(Records from a data source)
^^^^^^^^^^^^^^^^

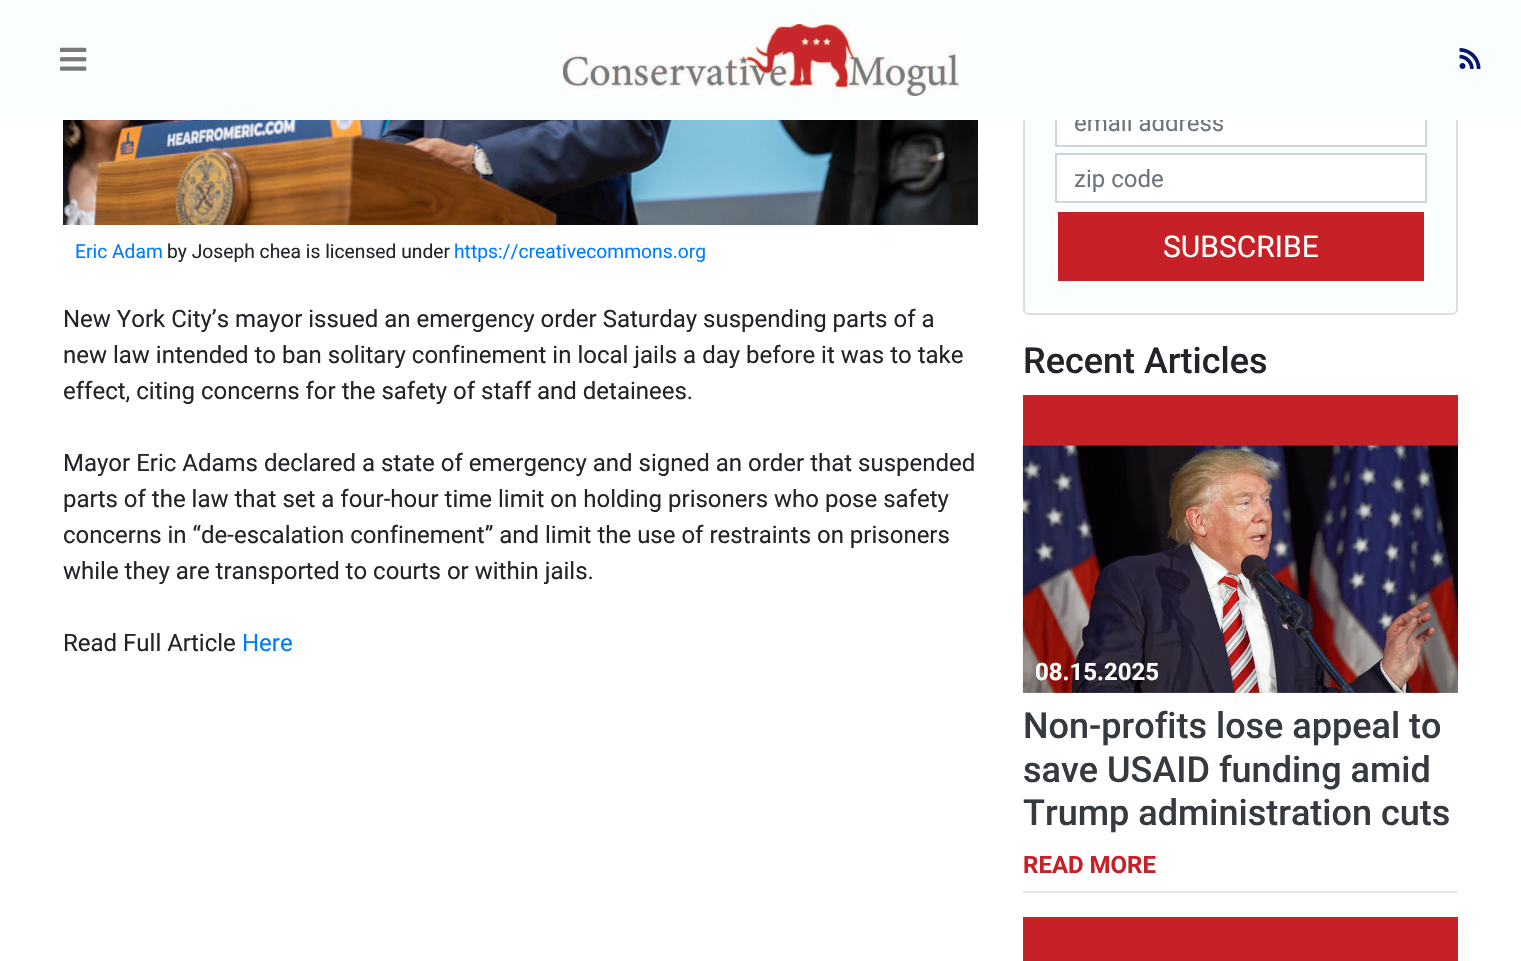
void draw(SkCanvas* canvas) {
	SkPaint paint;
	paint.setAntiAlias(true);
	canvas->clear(0xffffffff);
	paint.setColor(0xfffbfeff);
	canvas->drawRoundRect(SkRect::MakeXYWH(1024, -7, 433, 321), 5, 5, paint);
	paint.setStroke(true);
	paint.setStrokeWidth(2);
	paint.setColor(0xffdcdedf);
	canvas->drawRoundRect(SkRect::MakeXYWH(1024, -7, 433, 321), 5, 5, paint);
	paint.setStroke(false);
	paint.setColor(0xffffffff);
	canvas->drawRect(SkRect::MakeXYWH(1057, 120, 368, 25), paint);
	paint.setStroke(true);
	paint.setColor(0xffced4da);
	canvas->drawRect(SkRect::MakeXYWH(1056, 99, 370, 47), paint);
	SkFont f1(fontMgr->matchFamilyStyle("Roboto", SkFontStyle::Normal()), 24);
	f1.setSubpixel(true);
	paint.setStroke(false);
	paint.setColor(0xff6c757d);
	canvas->drawString("email address", 1074, 131, f1, paint);
	paint.setColor(0xfffbfeff);
	canvas->drawRect(SkRect::MakeXYWH(0, 0, 1521, 120), paint);
	canvas->drawImageRect(SkImages::DeferredFromEncodedData(SkData::MakeFromFileName("img1.png")), SkRect::MakeXYWH(60, 47, 27, 24), SkSamplingOptions());
	canvas->drawImageRect(SkImages::DeferredFromEncodedData(SkData::MakeFromFileName("img2.png")), SkRect::MakeXYWH(563, 24, 396, 72), SkSamplingOptions());
	canvas->drawImageRect(SkImages::DeferredFromEncodedData(SkData::MakeFromFileName("img3.png")), SkRect::MakeXYWH(1459, 48, 22, 21), SkSamplingOptions());
	canvas->drawImageRect(SkImages::DeferredFromEncodedData(SkData::MakeFromFileName("img4.png")), SkRect::MakeXYWH(63, 120, 915, 105), SkSamplingOptions());
	SkFont f2(fontMgr->matchFamilyStyle("Roboto", SkFontStyle::Normal()), 19.25);
	f2.setSubpixel(true);
	paint.setColor(0xff007bff);
	canvas->drawString("Eric Adam", 75, 258, f2, paint);
	paint.setColor(0xff212529);
	canvas->drawString("by Joseph chea is licensed under", 167, 258, f2, paint);
	paint.setColor(0xff007bff);
	canvas->drawString("https://creativecommons.org", 454, 258, f2, paint);
	paint.setColor(0xff212529);
	canvas->drawString("New York City’s mayor issued an emergency order Saturday suspending parts of a", 63, 327, f1, paint);
	canvas->drawString("new law intended to ban solitary confinement in local jails a day before it was to take", 63, 363, f1, paint);
	canvas->drawString("effect, citing concerns for the safety of staff and detainees.", 63, 399, f1, paint);
	canvas->drawString("Mayor Eric Adams declared a state of emergency and signed an order that suspended", 63, 471, f1, paint);
	canvas->drawString("parts of the law that set a four-hour time limit on holding prisoners who pose safety", 63, 507, f1, paint);
	canvas->drawString("concerns in “de-escalation confinement” and limit the use of restraints on prisoners", 63, 543, f1, paint);
	canvas->drawString("while they are transported to courts or within jails.", 63, 579, f1, paint);
	canvas->drawString("Read Full Article", 63, 651, f1, paint);
	paint.setColor(0xff007bff);
	canvas->drawString("Here", 242, 651, f1, paint);
	paint.setColor(0xffffffff);
	canvas->drawRect(SkRect::MakeXYWH(1056, 154, 370, 48), paint);
	paint.setStroke(true);
	paint.setColor(0xffced4da);
	canvas->drawRect(SkRect::MakeXYWH(1056, 154, 370, 48), paint);
	paint.setStroke(false);
	paint.setColor(0xff6c757d);
	canvas->drawString("zip code", 1074, 187, f1, paint);
	paint.setColor(0xffc62127);
	canvas->drawRect(SkRect::MakeXYWH(1056.5, 210.5, 369, 72), paint);
	paint.setStroke(true);
	paint.setStrokeWidth(3);
	paint.setColor(0xffffffff);
	canvas->drawRect(SkRect::MakeXYWH(1056.5, 210.5, 369, 72), paint);
	SkFont f3(fontMgr->matchFamilyStyle("Roboto", SkFontStyle::Normal()), 30);
	f3.setSubpixel(true);
	paint.setStroke(false);
	canvas->drawString("SUBSCRIBE", 1163, 257, f3, paint);
	SkFont f4(fontMgr->matchFamilyStyle("Roboto", SkFontStyle(500, SkFontStyle::kNormal_Width, SkFontStyle::kUpright_Slant)), 36);
	f4.setSubpixel(true);
	paint.setColor(0xff212529);
	canvas->drawString("Recent Articles", 1023, 373, f4, paint);
	paint.setColor(0xffc62127);
	canvas->drawRect(SkRect::MakeXYWH(1023, 395, 435, 51), paint);
	canvas->drawImageRect(SkImages::DeferredFromEncodedData(SkData::MakeFromFileName("img5.png")), SkRect::MakeXYWH(1022, 445, 436, 248), SkSamplingOptions());
	SkFont f5(fontMgr->matchFamilyStyle("Roboto", SkFontStyle::Bold()), 24);
	f5.setSubpixel(true);
	paint.setColor(0xffffffff);
	canvas->drawString("08.15.2025", 1035, 680, f5, paint);
	paint.setColor(0xff343a40);
	canvas->drawString("Non-profits lose appeal to", 1023, 738, f4, paint);
	canvas->drawString("save USAID funding amid", 1023, 782, f4, paint);
	canvas->drawString("Trump administration cuts", 1023, 825, f4, paint);
	paint.setColor(0xffc62127);
	canvas->drawString("READ MORE", 1023, 873, f5, paint);
	paint.setColor(0xffe6e6e6);
	canvas->drawRect(SkRect::MakeXYWH(1023, 891, 435, 2), paint);
	paint.setColor(0xffc62127);
	canvas->drawRect(SkRect::MakeXYWH(1023, 917, 435, 44), paint);
}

^^^^^^^^^^^^^^^^

> Problem statement: In the entries above, identify every line with the word "matchFamilyStyle". Copy those lines.

> Expected output:
	SkFont f1(fontMgr->matchFamilyStyle("Roboto", SkFontStyle::Normal()), 24);
	SkFont f2(fontMgr->matchFamilyStyle("Roboto", SkFontStyle::Normal()), 19.25);
	SkFont f3(fontMgr->matchFamilyStyle("Roboto", SkFontStyle::Normal()), 30);
	SkFont f4(fontMgr->matchFamilyStyle("Roboto", SkFontStyle(500, SkFontStyle::kNormal_Width, SkFontStyle::kUpright_Slant)), 36);
	SkFont f5(fontMgr->matchFamilyStyle("Roboto", SkFontStyle::Bold()), 24);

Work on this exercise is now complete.